GCN: What things can’t UML model well?

Booch: It can’t model love. It can’t model peace. It actually is a good language for modeling a variety of things, but it is best suited to modeling things that ultimately [lead to] software. It is not appropriate for modeling semantic cognition. There are very academic elements of the Semantic Web dealing with the modeling of cognitive issues. Here we are talking about deep philosophical issues such as modeling meaning. UML is not intended for that.

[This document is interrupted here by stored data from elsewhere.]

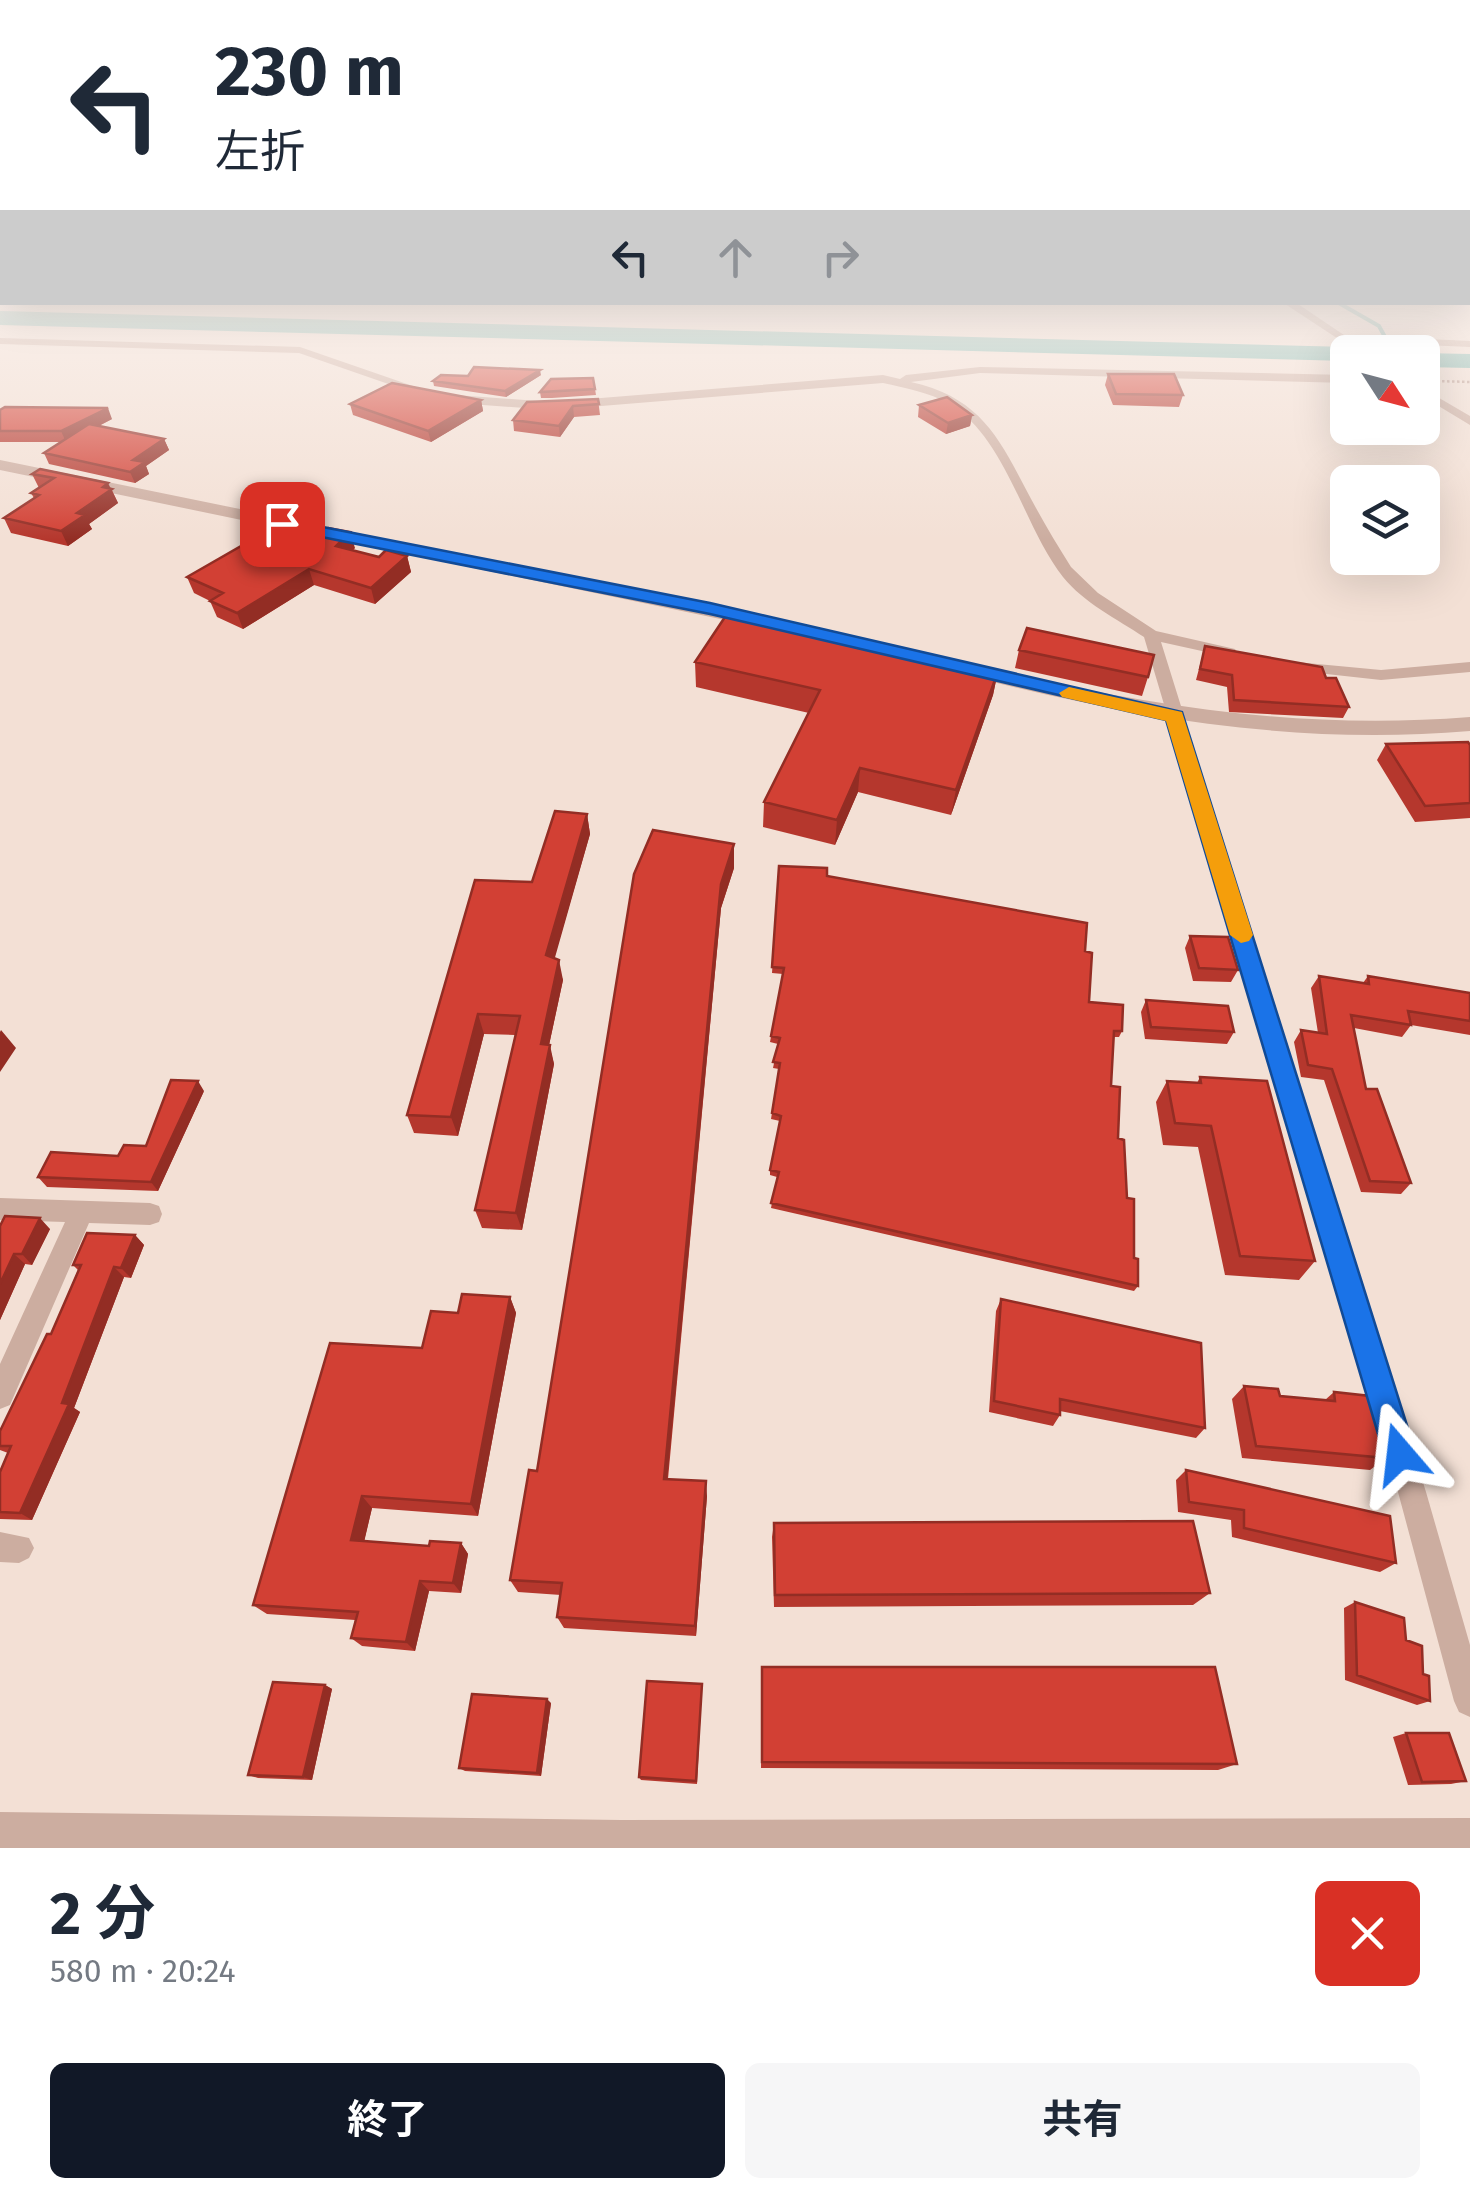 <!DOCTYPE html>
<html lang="ja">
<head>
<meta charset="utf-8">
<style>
  :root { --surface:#fff; --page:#f6f6f7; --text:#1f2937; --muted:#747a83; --accent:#111827 }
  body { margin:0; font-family:"Fira Sans","Noto Sans JP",sans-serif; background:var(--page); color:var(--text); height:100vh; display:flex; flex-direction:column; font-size:38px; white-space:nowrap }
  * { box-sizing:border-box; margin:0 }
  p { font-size:32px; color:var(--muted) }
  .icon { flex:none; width:55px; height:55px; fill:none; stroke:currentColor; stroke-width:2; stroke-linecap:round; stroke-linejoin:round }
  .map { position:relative; height:1848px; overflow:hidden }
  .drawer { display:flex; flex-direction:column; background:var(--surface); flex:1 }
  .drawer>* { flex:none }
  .banner { position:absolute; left:0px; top:0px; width:1470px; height:305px; box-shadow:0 10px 40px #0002; background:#fff; color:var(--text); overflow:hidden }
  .needle { width:65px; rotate:126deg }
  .controls { position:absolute; left:1330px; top:335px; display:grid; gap:20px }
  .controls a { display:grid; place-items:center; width:110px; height:110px; border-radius:15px; background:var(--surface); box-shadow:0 10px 40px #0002; font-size:50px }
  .pin { position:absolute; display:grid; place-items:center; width:85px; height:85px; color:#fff; margin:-42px; border-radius:20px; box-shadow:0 5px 15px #0006 }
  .me { position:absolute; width:110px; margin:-55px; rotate:343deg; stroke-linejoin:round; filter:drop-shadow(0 0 8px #0008) }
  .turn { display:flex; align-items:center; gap:35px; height:210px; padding:0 50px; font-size:45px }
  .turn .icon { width:130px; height:130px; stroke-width:2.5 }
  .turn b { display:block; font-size:70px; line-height:85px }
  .lanes { display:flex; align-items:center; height:95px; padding:0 50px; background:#0003; justify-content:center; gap:50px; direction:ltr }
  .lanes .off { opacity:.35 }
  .round { display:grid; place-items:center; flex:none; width:105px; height:105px; border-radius:15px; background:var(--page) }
  .headline { display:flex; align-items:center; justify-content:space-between; height:170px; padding:0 50px }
  h1 { font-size:60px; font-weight:700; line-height:75px }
  .action { display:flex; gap:20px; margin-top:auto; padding:20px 50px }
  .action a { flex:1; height:115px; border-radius:15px; background:var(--accent); color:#fff; font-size:40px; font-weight:700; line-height:115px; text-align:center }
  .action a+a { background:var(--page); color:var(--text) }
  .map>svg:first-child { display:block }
</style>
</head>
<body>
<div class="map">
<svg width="1470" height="1848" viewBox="0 0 1470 1848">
  <rect width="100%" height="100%" fill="#f3e0d5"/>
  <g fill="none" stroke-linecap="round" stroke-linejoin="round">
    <path stroke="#71b2aa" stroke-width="4" d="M1337 302 1379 326 1385 337
      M1391 347 1396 352"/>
    <path fill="#71b2aa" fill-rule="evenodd" d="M0 311 1348 347 1359 352H1348V361L0 325Z
      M1422 353 1470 354V368L1422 367Z"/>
    <path stroke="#b8968a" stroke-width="2.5" stroke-dasharray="2.5 2.5" stroke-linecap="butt" d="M1437 381 1470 382"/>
    <path fill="#ccada0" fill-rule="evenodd" d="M1282 302H1295L1344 335 1470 341V347L1355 342 1358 345 1352 348Z
      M0 338 300 347 433 393 423 396 299 353 0 344Z
      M980 367 1348 375V383L980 373 911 382C987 399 1002 446 1036 508 1047 528 1059 548 1071 567L1098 593 1156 631 1235 649 1237 652 1229 657 1161 642 1426 1492 1470 1645V1717L1459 1712 1454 1701 1398 1492 1144 637C1117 619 1084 603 1063 577 1023 526 1006 437 949 404 929 392 905 388 883 383L552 410 456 403 450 399 456 395 552 402 883 375 900 379 906 375Z
      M1422 388 1470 416V425L1422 396Z
      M1296 662 1381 670 1470 662V672L1381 680 1290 670V664Z
      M0 1198 150 1203 159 1206 162 1214 159 1222 150 1225 89 1223 10 1405 0 1409V1364L65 1222 0 1220Z
      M0 1532 29 1538 34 1548 29 1558 19 1563 0 1562Z"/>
    <path fill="#ccada0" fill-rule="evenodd" d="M0 460 788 621 798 627 788 633 0 470Z
      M964 663C1136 704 1293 731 1470 717V731C1291 746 1130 717 957 673L954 669Z
      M0 1812 621 1820 1470 1818V1848H0Z"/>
  </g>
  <path fill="#b5372d" d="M1108 374 1183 395 1179 407 1113 405 1105 385Z
    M541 375 506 397 434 386 433 381Z
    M595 389 596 395 552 398H541L540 392Z
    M598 399 600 415 574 417 560 437 514 431 513 420Z
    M481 400 483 411 431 442 353 415 350 404Z
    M919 405 972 415 970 426 946 434 918 417Z
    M0 410 112 419 99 426 164 439 169 450 146 466 149 474 135 483 49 464 44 453 60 442H0Z
    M32 474 111 488 118 503 89 524 92 529 68 546 11 533 4 518 34 498 31 493 39 488Z
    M355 548 353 550 379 557 407 556 411 572 375 604 314 585 243 629 217 617 210 601 194 593 187 577Z
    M1205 646 1349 707 1343 718 1229 712 1227 687 1196 680Z
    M1019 650 1148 677 1142 696 1015 668Z
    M695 662 998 671 993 695 951 815 858 792 835 845 763 827 764 802 809 713 696 687Z
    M1386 744 1470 745V818L1415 822 1377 760Z
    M587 814 590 834 554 958 563 980 549 1045 554 1064 522 1230 482 1228 475 1210 515 1035 484 1034 458 1136 414 1133 407 1115 532 882Z
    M779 866 827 876 1085 951 1089 1002 1122 1031 1119 1037H1113L1111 1086 1127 1198 1138 1286 1134 1291 771 1208 777 1177 770 1175V1170L780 1121 771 1119 779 1069 773 1068 778 1044 770 1042 783 974 772 973Z
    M734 868 721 908 668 1479 707 1496 696 1636 564 1628 557 1617 561 1595 518 1592 510 1580 537 1471 634 874Z
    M1190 936 1238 970 1231 982 1193 981 1185 948Z
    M1319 976 1363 983 1368 976 1470 993V1035L1411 1025 1402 1037 1354 1028 1366 1089 1411 1183 1401 1194 1361 1192 1324 1080 1301 1077 1294 1042 1301 1030 1318 1033 1311 988Z
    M1146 1000 1234 1032 1227 1044 1145 1039 1141 1012Z
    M1200 1077 1315 1261 1299 1280 1225 1275 1198 1147 1163 1145 1156 1102 1167 1081 1197 1083Z
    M204 1091 158 1191 47 1187 38 1177 118 1156 146 1146Z
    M0 1226 50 1229 32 1265 25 1264 0 1320Z
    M135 1235 144 1245 131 1278 124 1277 74 1408 80 1412 32 1520 0 1519V1472L8 1453 0 1450V1431L51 1334 78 1270 73 1265Z
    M510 1297 516 1313 478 1516 372 1508 364 1541 429 1546 461 1543 468 1554 461 1593 429 1591 415 1651 362 1646 351 1638 355 1620 267 1614 253 1605 422 1348 458 1313Z
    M1001 1299 1205 1428 1196 1438 1060 1411V1415L1053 1426 989 1412 996 1311Z
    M1244 1386 1280 1396 1325 1400 1334 1392 1386 1458 1370 1470 1242 1458 1232 1399Z
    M1186 1470 1396 1563 1380 1572 1232 1537 1231 1520 1178 1512 1176 1480Z
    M774 1523 1210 1593 1193 1605 774 1607 772 1537Z
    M1355 1602 1406 1640 1423 1674 1430 1701 1417 1705 1345 1680 1344 1608Z
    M762 1667 1237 1764 1218 1770 761 1768Z
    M325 1685 332 1689 312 1780 258 1778 248 1775Z
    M702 1688 697 1784 641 1780 639 1777Z
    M551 1703 541 1776 465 1771 459 1768Z
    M1406 1733 1466 1781 1451 1784 1408 1785 1393 1737Z"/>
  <path fill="#932d24" d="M540 370 541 375 506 397 505 391Z
    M481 400 483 411 431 442 428 431Z
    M573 406 574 417 560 437 559 426Z
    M108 408 112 419 66 442 61 431Z
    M972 415 970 426 946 434 948 423Z
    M164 439 169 450 146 466 149 474 135 483 130 472 133 460Z
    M108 483 118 503 89 524 92 529 68 546 61 531 103 487Z
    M350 532 355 548 340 561 336 546Z
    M407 556 411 572 375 604 371 588Z
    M309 569 314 585 243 629 237 613Z
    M998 671 993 695 951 815 956 790Z
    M860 768 858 792 835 845 837 820Z
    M587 814 590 834 550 975 546 955Z
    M734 844V868L721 908 666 1493 664 1479 721 884Z
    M559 960 563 980 545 1064 541 1044Z
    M478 1014 484 1034 458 1136 451 1117Z
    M1 1030 16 1048 0 1072V1032Z
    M550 1045 554 1064 522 1230 516 1213Z
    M198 1081 204 1091 158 1191 151 1182Z
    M40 1218 50 1229 32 1265 22 1254Z
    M135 1235 144 1245 131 1278 121 1268Z
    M14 1254 25 1264 0 1320V1284Z
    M114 1267 124 1277 74 1408 80 1412 32 1520 20 1513Z
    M510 1297 516 1313 478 1516 471 1504Z
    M706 1481 707 1496 696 1636 695 1626Z
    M362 1496 372 1508 362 1551 351 1540Z
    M461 1543 468 1554 461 1593 453 1583Z
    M420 1581 429 1591 415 1651 406 1642Z
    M325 1685 332 1689 312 1780 303 1777Z
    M547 1699 551 1703 541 1776 537 1773Z"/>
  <path fill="#d24034" stroke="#932d24" stroke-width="2.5" d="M474 367 540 370 505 391 433 381 441 375 468 376Z
    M1108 374H1174L1183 395 1116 394Z
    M593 378 595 389 540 392 551 379Z
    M392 383 481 400 428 431 350 404Z
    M947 397 972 415 948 423 919 405Z
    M598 399 599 404 573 406 559 426 513 420 527 402Z
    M5 407 108 408 61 431H0V410Z
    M89 424 164 439 133 460 145 462 130 472 44 453Z
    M40 469 108 483 103 487 112 489 77 513 85 515 61 531 4 518 39 495 31 493 54 478 32 474Z
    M328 528 350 532 336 546 379 557 386 550 407 556 371 588 309 569 237 613 210 601 223 593 187 577 250 541 293 559Z
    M727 614 998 671 956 790 860 768 837 820 764 802 820 690 695 662Z
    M1027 628 1154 655 1148 677 1019 650Z
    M1205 646 1322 667 1326 678H1336L1349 707 1234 700 1232 675 1200 669Z
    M1468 742 1470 745V803L1425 806 1386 744Z
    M555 811 587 814 546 955 559 960 541 1044 550 1045 516 1213 475 1210 520 1016 478 1014 451 1117 407 1115 475 880 532 882Z
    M653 830 734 844 721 884 664 1479 706 1481 695 1626 557 1617 562 1583 510 1580 529 1470 537 1471 634 874Z
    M779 866 827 868V876L1087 923 1085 951 1092 953 1089 1002 1123 1005 1122 1031H1114L1111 1086 1120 1087 1118 1138 1124 1140 1127 1198 1134 1199V1258L1138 1259V1286L771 1203 779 1172 770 1170 781 1116 772 1113 780 1063 773 1062 780 1038 771 1036 784 968 772 967Z
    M1190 936 1228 937 1238 970 1199 968Z
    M1319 976 1369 984 1368 976 1470 993V1021L1408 1011 1411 1025 1351 1015 1366 1089H1377L1411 1183 1370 1181 1332 1069 1308 1065 1301 1030 1327 1034Z
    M1146 1000 1228 1006 1234 1032 1151 1027Z
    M1200 1077 1267 1081 1315 1261 1240 1256 1211 1126 1175 1123 1167 1081 1201 1083Z
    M171 1080 198 1081 151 1182 38 1177 51 1152 118 1156 124 1145 146 1146Z
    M5 1216 40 1218 22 1254H14L0 1284V1226Z
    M87 1233 135 1235 121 1268 114 1267 62 1403 69 1404 20 1513 0 1512V1472L11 1446H0V1431L47 1334H51L81 1265H73Z
    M462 1294 510 1297 471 1504 362 1496 351 1540 429 1546 430 1541 461 1543 453 1583 420 1581 406 1642 351 1638 358 1612 253 1605 330 1343 422 1348 431 1311 458 1313Z
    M1001 1299 1201 1343 1205 1428 1060 1399V1415L994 1401Z
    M1244 1386 1278 1389 1280 1396 1335 1401 1334 1392 1370 1396 1386 1458 1256 1446Z
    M1186 1470 1390 1516 1396 1563 1244 1528V1510L1189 1502Z
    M1193 1521 1210 1593 775 1595 774 1523Z
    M1355 1602 1404 1618 1406 1640 1422 1646 1423 1674 1429 1676 1430 1701 1357 1675Z
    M762 1667H1215L1237 1764 762 1762Z
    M647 1681 702 1684 696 1781 639 1777Z
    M273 1682 325 1685 303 1777 248 1775Z
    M472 1694 547 1699 537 1773 459 1768Z
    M1406 1733H1449L1466 1781 1422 1782Z"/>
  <linearGradient id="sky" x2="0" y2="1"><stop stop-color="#78b3cf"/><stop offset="0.52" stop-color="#faf1ec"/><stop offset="1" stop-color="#faf1ec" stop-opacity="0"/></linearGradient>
  <rect width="1470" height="540" fill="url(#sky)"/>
  <path fill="#1a73e8" stroke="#114b97" stroke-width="2.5" d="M282 519 710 603 1182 712 1416 1454 1411 1466 1400 1470 1389 1466 1384 1454 1166 720 710 614 276 528V521Z"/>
  <path fill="#f59e0b" d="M1069 687 1182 712 1253 935 1249 941 1241 943 1230 935 1166 721 1062 697 1059 693Z"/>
</svg>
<div class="controls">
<a><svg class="needle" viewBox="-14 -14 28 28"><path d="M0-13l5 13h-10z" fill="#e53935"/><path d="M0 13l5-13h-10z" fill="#747a83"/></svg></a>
<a><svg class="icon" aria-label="layers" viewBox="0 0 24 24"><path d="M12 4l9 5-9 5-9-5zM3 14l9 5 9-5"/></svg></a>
</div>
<div class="pin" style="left:282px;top:524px;background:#d93025"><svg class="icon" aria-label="arrive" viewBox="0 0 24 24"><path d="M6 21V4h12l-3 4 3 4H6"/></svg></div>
<svg class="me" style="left:1400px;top:1454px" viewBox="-20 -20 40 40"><path d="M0-17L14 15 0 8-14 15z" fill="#1a73e8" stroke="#fff" stroke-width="4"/></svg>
<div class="banner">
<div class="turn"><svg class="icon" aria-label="left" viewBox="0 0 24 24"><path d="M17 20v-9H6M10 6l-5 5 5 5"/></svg><div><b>230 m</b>左折</div></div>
<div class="lanes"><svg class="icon" aria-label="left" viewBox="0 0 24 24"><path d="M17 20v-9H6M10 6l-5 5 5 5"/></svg><svg class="icon off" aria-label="ahead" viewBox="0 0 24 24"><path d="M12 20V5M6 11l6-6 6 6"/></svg><svg class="icon off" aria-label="right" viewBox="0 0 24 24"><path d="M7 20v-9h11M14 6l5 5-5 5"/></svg></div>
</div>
</div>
<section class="drawer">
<div class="headline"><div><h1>2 分</h1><p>580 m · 20:24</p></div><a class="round" style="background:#d93025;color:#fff"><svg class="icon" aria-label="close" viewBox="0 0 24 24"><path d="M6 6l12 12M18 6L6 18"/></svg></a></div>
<div class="action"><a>終了</a><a>共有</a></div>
</section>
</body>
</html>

GCN: What do you do now at IBM?

Booch: I’m a free radical. That means that I’m unmanageable. My role is to worry about the next three to five years. So the things in my head include issues of collaboration and architectural patterns. [The Department of Defense Architecture Framework] is an example of some of the stuff in the architecture space that is germane to the work I am doing. There is some heat and action with using UML to model DODAF.

GCN: So you work in specialized fields?

Booch: The two major religions of the software world—the J2EE and Microsoft .Net platforms—have entrenched themselves and are not going to change very much. The real action is at the layers above that.

What is fascinating is that most architectures live in tribal memory of projects. There is very little cross-fertilization from one group to another. I’ve had background in the war gaming community, so it is really fascinating to see how some of the computer game companies are now walking through the same lessons [that the Defense Department did] 20 years ago.

You can get so entrenched with one domain. I have the luxury of being able to cut across a lot of domains.